- **PROBLEM DESCRIPTION**
Every line from the one with "middle dip: (1135, 988)" to the end of the data needs to be copied exactly, and no line before it.

#### RECORDS PROVIDED ####

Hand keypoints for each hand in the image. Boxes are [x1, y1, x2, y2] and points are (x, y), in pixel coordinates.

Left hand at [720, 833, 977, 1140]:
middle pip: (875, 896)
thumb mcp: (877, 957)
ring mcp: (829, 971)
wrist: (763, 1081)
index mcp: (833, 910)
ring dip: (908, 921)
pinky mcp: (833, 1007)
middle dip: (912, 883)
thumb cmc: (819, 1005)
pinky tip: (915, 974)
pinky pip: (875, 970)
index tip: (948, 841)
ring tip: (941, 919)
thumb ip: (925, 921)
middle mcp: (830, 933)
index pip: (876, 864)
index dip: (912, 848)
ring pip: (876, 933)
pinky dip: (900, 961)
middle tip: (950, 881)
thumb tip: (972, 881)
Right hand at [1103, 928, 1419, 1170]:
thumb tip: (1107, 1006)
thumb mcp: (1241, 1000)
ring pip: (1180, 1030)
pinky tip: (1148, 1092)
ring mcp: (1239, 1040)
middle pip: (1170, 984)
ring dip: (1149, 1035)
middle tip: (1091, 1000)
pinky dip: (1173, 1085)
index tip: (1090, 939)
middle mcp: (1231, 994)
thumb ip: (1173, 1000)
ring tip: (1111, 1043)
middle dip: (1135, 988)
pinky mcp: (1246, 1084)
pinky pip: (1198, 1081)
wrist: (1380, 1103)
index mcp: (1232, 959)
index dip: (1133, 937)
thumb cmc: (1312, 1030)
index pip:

####

- **TASK RESPONSE**
middle dip: (1135, 988)
pinky mcp: (1246, 1084)
pinky pip: (1198, 1081)
wrist: (1380, 1103)
index mcp: (1232, 959)
index dip: (1133, 937)
thumb cmc: (1312, 1030)
index pip:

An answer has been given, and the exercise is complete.